Review: Kafka's Metamorphosis: The Musical! With Puppets! at Edinburgh Festival Fringe | Playbill

Playbill Goes Fringe Review: Kafka's Metamorphosis: The Musical! With Puppets! at Edinburgh Festival Fringe

The new musical from Matt Chiorini and Travis Newton scurries into the Fringe spotlight after creating a buzz in North America.

Blake Du Bois

The Edinburgh Festival Fringe is the biggest arts festival in the world, with over 3,700 shows. This year, Playbill is in town for the festival and we’re taking you with us. Follow along as we cover every single aspect of the Fringe, aka our real-life Brigadoon!

As part of our Edinburgh Fringe coverage, Playbill is seeing a whole lotta shows—and we’re letting you know what we think of them. Consider these reviews a friendly, opinionated guide as you try to choose a show at the festival.

“Huh,” Gregor Samsa says, perplexed, contemplating his comically vague and indistinct new body. “This is new.”

Young Gregor, the protagonist of Franz Kafka’s infamous absurdist novella The Metamorphosis, has awakened to find himself transformed, nearly, into an insect that is oftentimes represented by a cockroach. Gregor cannot go to work. He cannot flip from his back to his stomach to crawl out of bed, and he cannot communicate with his emotionally distant family. His human spirit is confined in a critter’s existential crisis.

These are the trappings for Kafka’s Metamorphosis: The Musical! With Puppets!, an odd yet sweet interpretation of the work at the Fringe in celebration of Kafka’s 100th birthday. The felt-covered author, earnestly puppeteered by Blake Du Bois, contextualizes his life, his work, and his life’s work with charming melancholy. Both the characters of Kafka and Gregor (the latter also performed by Du Bois) yearn for tenderness from their families, notably from their father, who once locked Kafka on a frigid balcony for hours as a punishment for whimpering.

Morgan Smith, Blake Du Bois, Kaia Fitzgerald, and Luis Rivera

The new musical (with puppets!) comes from Matt Chiorini (book, music, and lyrics) and Travis Newton (music) with direction by Alan Muraoka (Sesame Street). With Music Director Andrew David Sotomayor (Tootsie and Escape to Margaritaville) pulling the heartstrings, the show sounds fantastic, though the songs don’t linger on the tongue. The musical allusions harken to something Eastern European, something Bohemian, even, but nothing quite as unconventional as its subject matter.

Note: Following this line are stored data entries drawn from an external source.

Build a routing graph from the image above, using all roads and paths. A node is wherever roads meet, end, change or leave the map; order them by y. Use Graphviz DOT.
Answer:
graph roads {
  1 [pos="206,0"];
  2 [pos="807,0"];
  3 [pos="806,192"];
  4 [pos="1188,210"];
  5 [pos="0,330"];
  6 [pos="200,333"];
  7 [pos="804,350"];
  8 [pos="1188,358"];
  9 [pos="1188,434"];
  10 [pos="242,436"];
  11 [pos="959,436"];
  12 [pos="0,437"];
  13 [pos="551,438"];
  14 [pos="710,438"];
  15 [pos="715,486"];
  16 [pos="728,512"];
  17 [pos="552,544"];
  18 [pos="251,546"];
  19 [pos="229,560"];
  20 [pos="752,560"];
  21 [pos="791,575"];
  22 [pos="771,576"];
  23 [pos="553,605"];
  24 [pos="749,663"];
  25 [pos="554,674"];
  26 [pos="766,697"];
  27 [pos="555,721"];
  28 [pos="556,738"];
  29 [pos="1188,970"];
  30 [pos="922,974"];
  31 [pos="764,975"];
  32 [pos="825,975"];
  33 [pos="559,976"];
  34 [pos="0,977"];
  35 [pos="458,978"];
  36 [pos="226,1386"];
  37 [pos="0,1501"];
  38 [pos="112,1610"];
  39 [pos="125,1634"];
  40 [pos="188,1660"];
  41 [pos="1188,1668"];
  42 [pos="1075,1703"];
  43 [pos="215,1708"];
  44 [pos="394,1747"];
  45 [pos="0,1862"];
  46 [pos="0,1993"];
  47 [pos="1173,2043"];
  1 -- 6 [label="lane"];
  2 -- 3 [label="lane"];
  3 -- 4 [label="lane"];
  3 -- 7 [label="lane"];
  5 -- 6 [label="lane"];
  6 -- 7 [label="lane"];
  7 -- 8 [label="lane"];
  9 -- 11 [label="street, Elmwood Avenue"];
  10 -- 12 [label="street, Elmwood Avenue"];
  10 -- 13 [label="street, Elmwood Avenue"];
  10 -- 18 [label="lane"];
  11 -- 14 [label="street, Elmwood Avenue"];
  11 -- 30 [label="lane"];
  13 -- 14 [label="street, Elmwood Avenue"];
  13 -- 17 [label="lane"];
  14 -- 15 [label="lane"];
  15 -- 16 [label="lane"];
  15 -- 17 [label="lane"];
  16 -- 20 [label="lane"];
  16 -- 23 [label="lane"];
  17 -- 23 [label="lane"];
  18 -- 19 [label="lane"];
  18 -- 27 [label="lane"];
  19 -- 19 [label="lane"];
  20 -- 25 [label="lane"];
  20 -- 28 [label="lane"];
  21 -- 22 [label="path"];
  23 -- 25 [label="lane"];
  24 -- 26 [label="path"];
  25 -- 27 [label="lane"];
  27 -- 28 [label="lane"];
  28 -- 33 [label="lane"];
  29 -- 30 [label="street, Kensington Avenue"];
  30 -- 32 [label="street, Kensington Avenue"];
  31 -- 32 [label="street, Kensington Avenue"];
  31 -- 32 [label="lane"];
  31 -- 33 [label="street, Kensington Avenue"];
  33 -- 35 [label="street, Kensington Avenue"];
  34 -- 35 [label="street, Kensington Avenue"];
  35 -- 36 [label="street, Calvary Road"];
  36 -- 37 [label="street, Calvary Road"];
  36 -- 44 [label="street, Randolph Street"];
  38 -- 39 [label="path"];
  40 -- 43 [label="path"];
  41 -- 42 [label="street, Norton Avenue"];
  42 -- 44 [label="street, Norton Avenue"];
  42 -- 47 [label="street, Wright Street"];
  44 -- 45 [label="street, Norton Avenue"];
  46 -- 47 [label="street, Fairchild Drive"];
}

It’s familiar, and it makes for a fast hour, but something else about the bops and ballads feel incomplete, as if they’d been cut off before reaching a crescendo.

This is not unlike Kafka’s own life, as we learn the prolific writer devoted much of his time to his craft, only to destroy the vast majority of his work before succumbing to tuberculosis at age 40. Kafka’s Metamorphosis is equal parts a spirited retelling of a seemingly inaccessible work and an inventive opportunity to position its author front and center. There are all the elements of a tear-jerker here, themes of loneliness, isolation, abandonment, and deep longing pervasive through Franz and Gregor’s parallel lives. The show has many legs on which to stand for future (though whether the legs number four, six, or more I am not sure), grounded in Du Bois and company’s touching performances. And the audience, even in brief moments of participation, delights in it, “awwing” regretfully and laughing enthusiastically throughout.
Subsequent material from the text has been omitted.